[What you need to do] Would you give the number of lines in the entries that contain the word "name"? Nothing else is needed.
[Records for processing Boundary: Start]
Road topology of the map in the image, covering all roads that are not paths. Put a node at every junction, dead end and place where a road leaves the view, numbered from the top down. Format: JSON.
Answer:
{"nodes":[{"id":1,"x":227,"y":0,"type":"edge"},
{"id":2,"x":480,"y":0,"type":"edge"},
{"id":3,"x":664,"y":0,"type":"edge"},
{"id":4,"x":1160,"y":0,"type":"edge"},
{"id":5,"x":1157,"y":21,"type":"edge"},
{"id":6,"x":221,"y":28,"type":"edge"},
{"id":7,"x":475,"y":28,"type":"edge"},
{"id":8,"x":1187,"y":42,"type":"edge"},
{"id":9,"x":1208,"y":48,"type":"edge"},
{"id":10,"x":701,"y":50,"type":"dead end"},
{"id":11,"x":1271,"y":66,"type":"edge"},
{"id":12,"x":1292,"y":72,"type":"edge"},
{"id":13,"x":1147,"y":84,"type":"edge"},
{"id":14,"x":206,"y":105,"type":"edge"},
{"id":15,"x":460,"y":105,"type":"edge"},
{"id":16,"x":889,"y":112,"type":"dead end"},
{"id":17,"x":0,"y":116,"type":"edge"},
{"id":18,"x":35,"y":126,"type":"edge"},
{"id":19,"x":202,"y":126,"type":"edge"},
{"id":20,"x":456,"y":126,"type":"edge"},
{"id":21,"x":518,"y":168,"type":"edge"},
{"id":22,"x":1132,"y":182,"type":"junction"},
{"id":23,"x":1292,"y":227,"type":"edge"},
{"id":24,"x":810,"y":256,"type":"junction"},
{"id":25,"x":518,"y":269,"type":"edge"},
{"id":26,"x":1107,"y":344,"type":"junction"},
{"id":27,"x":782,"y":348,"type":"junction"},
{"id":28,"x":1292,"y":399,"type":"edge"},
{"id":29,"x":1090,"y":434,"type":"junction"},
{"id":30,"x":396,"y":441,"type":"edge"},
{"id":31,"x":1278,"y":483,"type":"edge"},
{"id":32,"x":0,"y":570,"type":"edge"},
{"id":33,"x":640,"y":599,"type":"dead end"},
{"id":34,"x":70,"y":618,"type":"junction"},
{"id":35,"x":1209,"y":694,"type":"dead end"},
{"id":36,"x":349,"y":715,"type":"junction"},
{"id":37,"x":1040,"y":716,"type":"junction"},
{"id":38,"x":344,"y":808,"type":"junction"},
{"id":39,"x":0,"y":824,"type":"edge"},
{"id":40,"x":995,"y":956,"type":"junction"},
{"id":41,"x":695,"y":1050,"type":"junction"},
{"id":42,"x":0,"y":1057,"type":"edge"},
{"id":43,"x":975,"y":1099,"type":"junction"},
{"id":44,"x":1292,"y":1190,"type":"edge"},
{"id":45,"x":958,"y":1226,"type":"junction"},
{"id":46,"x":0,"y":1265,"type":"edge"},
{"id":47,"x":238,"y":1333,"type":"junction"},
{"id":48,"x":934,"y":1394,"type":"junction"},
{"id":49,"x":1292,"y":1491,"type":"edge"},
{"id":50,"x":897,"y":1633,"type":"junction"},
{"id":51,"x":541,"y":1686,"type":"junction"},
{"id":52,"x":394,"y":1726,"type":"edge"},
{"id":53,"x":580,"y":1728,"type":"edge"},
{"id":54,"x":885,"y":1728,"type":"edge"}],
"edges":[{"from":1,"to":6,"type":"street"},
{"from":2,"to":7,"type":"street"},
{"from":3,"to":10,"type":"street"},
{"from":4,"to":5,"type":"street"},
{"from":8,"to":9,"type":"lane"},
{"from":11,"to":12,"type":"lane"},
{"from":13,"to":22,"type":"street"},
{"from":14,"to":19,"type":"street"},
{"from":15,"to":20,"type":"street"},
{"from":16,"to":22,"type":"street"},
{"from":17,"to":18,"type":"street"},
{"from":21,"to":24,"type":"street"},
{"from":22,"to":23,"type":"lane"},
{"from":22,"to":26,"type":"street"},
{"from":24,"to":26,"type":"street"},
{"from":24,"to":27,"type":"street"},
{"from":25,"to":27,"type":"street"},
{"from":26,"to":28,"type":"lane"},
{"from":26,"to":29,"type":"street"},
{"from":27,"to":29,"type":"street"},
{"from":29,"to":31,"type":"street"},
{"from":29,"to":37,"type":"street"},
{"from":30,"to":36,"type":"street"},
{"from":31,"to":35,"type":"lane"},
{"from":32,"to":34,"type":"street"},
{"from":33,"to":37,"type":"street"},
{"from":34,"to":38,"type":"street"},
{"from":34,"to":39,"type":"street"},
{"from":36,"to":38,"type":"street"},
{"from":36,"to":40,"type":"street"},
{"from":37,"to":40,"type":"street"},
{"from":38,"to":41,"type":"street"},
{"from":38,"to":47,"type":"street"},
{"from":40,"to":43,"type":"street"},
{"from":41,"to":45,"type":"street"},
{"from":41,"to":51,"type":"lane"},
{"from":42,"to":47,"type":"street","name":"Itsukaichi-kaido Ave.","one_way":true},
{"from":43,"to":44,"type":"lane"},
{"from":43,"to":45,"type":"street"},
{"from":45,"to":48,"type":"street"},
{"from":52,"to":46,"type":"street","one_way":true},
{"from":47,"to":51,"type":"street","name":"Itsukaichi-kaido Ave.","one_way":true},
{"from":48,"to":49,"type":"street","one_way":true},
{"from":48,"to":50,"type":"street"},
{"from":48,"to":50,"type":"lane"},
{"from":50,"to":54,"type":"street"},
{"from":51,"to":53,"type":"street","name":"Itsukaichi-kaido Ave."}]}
[Records for processing Boundary: End]
[Answer] 3